Prep Time20 minutes mins
Cook Time10 minutes mins
Total Time30 minutes mins
Keyword: avocado, corn, olives, orzo, orzo salad
Servings: 6 people
- 1 1/2 cups uncooked orzo
- 3 ears fresh corn
- 1/2 tbsp avocado oil
- 1/4 tsp each kosher salt, black pepper, & garlic powder
- 1 pint cherry or grape tomatoes halved
- 1/2 cup packed shaved dairy-free parmesan
- 1/4 cup finely chopped red onion
- 2 tbsp finely chopped fresh parsley
- 3 tbsp capers drained
- 2/3 cup pitted green (castelvetrano) olives whole or coarsely chopped
- 1/3 cup roasted salted pistachios coarsely chopped
- 2 avocados diced
Dressing
- 1/4 cup olive oil
- 2 tbsp red wine vinegar
- Juice of 2 lemons
- 1 1/2 tbsp dijon mustard
- 1 to 1 1/2 tbsp agave nectar
- 2 tbsp finely chopped fresh parsley
- 1/4 tsp kosher salt
- 1/4 tsp black pepper
- 1/4 tsp garlic pepper
Cook orzo according to package directions to al dente in salted water (use around 2 tbsp kosher salt in the pasta cooking water), then drain. Toss with 1 tsp olive oil.
Meanwhile cut the bottom end from each ear of corn to create a flat surface. Stand the ear of corn up vertically, flat side down, and make cuts downwards towards the cutting board to remove the corn kernels from the cob. Repeat with the other ears of corn. Preheat a large pan on high heat. Add avocado oil, corn, and seasonings. Stir and spread out the corn flat across the bottom of the pan. Let cook for a few minutes, stir, and cook another few minutes until getting browned in spots. Transfer corn to a bowl.

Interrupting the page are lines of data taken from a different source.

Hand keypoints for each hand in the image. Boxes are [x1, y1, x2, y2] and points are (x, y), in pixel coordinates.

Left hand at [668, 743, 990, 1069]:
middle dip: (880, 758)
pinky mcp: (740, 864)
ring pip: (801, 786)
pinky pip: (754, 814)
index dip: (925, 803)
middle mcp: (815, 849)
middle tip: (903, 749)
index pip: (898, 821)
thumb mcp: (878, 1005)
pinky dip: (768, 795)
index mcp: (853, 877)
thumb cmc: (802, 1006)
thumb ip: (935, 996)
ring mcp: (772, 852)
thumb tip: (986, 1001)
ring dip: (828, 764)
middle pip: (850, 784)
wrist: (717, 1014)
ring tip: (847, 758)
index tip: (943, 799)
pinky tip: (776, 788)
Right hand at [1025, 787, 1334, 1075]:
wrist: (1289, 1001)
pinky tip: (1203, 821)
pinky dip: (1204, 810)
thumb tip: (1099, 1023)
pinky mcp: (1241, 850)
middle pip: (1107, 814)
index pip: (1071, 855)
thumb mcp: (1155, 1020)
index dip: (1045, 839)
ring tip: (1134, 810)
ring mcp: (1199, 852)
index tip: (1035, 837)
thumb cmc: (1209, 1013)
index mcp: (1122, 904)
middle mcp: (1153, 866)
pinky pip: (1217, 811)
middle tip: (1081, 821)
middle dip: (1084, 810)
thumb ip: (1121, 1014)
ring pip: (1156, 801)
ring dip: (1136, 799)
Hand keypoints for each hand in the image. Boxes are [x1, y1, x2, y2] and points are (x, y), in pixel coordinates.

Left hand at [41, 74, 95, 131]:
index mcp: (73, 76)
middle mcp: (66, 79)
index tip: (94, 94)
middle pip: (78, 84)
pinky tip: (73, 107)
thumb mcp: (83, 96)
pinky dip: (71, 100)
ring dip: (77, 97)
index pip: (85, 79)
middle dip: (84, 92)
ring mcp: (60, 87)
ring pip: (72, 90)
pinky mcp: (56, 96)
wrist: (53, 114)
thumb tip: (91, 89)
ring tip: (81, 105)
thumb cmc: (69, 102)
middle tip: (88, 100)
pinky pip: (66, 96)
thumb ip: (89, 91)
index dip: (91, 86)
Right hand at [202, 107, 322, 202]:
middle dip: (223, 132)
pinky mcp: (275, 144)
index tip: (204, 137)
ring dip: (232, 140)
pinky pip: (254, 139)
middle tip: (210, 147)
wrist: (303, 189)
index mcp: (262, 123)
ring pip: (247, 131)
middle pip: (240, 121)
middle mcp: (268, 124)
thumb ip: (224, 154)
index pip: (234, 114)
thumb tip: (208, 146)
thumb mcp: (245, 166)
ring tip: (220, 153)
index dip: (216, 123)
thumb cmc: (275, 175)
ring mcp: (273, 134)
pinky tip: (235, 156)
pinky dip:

Add orzo to a large mixing bowl along with the corn, tomatoes, parmesan, red onion, parsley, capers, and olives.
Whisk all Dressing ingredients together in a bowl and drizzle over the salad. The dressing itself will be very lemony, but will balance out once mixed through the salad.
Toss well, add avocado, and gently toss. Top with pistachios.